=== Section Start ===
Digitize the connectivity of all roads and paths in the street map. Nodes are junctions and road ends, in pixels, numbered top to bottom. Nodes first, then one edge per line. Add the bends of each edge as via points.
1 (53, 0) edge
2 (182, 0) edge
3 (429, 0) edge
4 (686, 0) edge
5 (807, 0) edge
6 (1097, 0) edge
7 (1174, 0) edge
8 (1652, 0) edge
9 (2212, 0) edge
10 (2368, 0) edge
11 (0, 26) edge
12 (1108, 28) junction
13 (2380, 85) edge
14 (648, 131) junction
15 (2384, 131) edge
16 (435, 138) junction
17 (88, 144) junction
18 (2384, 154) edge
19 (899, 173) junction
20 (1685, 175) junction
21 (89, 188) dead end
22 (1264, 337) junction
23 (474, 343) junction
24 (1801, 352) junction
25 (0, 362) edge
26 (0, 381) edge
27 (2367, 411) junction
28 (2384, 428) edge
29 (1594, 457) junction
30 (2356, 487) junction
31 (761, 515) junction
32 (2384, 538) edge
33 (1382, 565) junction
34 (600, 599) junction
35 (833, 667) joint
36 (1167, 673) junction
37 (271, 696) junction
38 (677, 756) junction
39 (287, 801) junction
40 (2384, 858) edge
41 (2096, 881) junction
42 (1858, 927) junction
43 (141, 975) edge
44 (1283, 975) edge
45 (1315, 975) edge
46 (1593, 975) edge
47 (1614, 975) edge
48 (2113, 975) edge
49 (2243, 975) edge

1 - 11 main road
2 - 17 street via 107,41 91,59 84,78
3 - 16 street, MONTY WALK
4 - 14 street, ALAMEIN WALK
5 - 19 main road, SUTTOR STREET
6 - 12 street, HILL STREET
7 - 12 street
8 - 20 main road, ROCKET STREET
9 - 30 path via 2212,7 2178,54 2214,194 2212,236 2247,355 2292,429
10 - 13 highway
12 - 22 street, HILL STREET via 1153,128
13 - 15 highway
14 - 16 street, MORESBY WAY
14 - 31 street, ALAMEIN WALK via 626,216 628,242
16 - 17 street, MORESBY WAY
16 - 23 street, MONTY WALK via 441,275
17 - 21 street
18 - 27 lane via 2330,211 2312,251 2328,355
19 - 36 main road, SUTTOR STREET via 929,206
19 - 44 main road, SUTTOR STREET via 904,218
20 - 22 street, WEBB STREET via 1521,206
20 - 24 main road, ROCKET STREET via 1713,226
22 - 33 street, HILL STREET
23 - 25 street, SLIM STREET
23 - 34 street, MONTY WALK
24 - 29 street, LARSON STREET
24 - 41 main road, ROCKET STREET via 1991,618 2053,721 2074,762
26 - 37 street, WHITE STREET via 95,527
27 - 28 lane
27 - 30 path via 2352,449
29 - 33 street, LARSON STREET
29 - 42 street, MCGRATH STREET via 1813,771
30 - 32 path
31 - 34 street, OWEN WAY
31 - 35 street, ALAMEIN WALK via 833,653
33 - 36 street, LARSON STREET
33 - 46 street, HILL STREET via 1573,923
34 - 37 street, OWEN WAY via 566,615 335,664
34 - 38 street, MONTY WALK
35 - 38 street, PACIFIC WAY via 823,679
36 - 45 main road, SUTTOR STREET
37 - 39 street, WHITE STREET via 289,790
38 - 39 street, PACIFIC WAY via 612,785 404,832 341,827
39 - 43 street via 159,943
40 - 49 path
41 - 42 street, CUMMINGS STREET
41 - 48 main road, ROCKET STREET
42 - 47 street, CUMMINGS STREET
=== Section End ===
_Exercise prompt_
Return the data above in full, keeping each line exactly as it stands.

_Solution to this problem_
Digitize the connectivity of all roads and paths in the street map. Nodes are junctions and road ends, in pixels, numbered top to bottom. Nodes first, then one edge per line. Add the bends of each edge as via points.
1 (53, 0) edge
2 (182, 0) edge
3 (429, 0) edge
4 (686, 0) edge
5 (807, 0) edge
6 (1097, 0) edge
7 (1174, 0) edge
8 (1652, 0) edge
9 (2212, 0) edge
10 (2368, 0) edge
11 (0, 26) edge
12 (1108, 28) junction
13 (2380, 85) edge
14 (648, 131) junction
15 (2384, 131) edge
16 (435, 138) junction
17 (88, 144) junction
18 (2384, 154) edge
19 (899, 173) junction
20 (1685, 175) junction
21 (89, 188) dead end
22 (1264, 337) junction
23 (474, 343) junction
24 (1801, 352) junction
25 (0, 362) edge
26 (0, 381) edge
27 (2367, 411) junction
28 (2384, 428) edge
29 (1594, 457) junction
30 (2356, 487) junction
31 (761, 515) junction
32 (2384, 538) edge
33 (1382, 565) junction
34 (600, 599) junction
35 (833, 667) joint
36 (1167, 673) junction
37 (271, 696) junction
38 (677, 756) junction
39 (287, 801) junction
40 (2384, 858) edge
41 (2096, 881) junction
42 (1858, 927) junction
43 (141, 975) edge
44 (1283, 975) edge
45 (1315, 975) edge
46 (1593, 975) edge
47 (1614, 975) edge
48 (2113, 975) edge
49 (2243, 975) edge

1 - 11 main road
2 - 17 street via 107,41 91,59 84,78
3 - 16 street, MONTY WALK
4 - 14 street, ALAMEIN WALK
5 - 19 main road, SUTTOR STREET
6 - 12 street, HILL STREET
7 - 12 street
8 - 20 main road, ROCKET STREET
9 - 30 path via 2212,7 2178,54 2214,194 2212,236 2247,355 2292,429
10 - 13 highway
12 - 22 street, HILL STREET via 1153,128
13 - 15 highway
14 - 16 street, MORESBY WAY
14 - 31 street, ALAMEIN WALK via 626,216 628,242
16 - 17 street, MORESBY WAY
16 - 23 street, MONTY WALK via 441,275
17 - 21 street
18 - 27 lane via 2330,211 2312,251 2328,355
19 - 36 main road, SUTTOR STREET via 929,206
19 - 44 main road, SUTTOR STREET via 904,218
20 - 22 street, WEBB STREET via 1521,206
20 - 24 main road, ROCKET STREET via 1713,226
22 - 33 street, HILL STREET
23 - 25 street, SLIM STREET
23 - 34 street, MONTY WALK
24 - 29 street, LARSON STREET
24 - 41 main road, ROCKET STREET via 1991,618 2053,721 2074,762
26 - 37 street, WHITE STREET via 95,527
27 - 28 lane
27 - 30 path via 2352,449
29 - 33 street, LARSON STREET
29 - 42 street, MCGRATH STREET via 1813,771
30 - 32 path
31 - 34 street, OWEN WAY
31 - 35 street, ALAMEIN WALK via 833,653
33 - 36 street, LARSON STREET
33 - 46 street, HILL STREET via 1573,923
34 - 37 street, OWEN WAY via 566,615 335,664
34 - 38 street, MONTY WALK
35 - 38 street, PACIFIC WAY via 823,679
36 - 45 main road, SUTTOR STREET
37 - 39 street, WHITE STREET via 289,790
38 - 39 street, PACIFIC WAY via 612,785 404,832 341,827
39 - 43 street via 159,943
40 - 49 path
41 - 42 street, CUMMINGS STREET
41 - 48 main road, ROCKET STREET
42 - 47 street, CUMMINGS STREET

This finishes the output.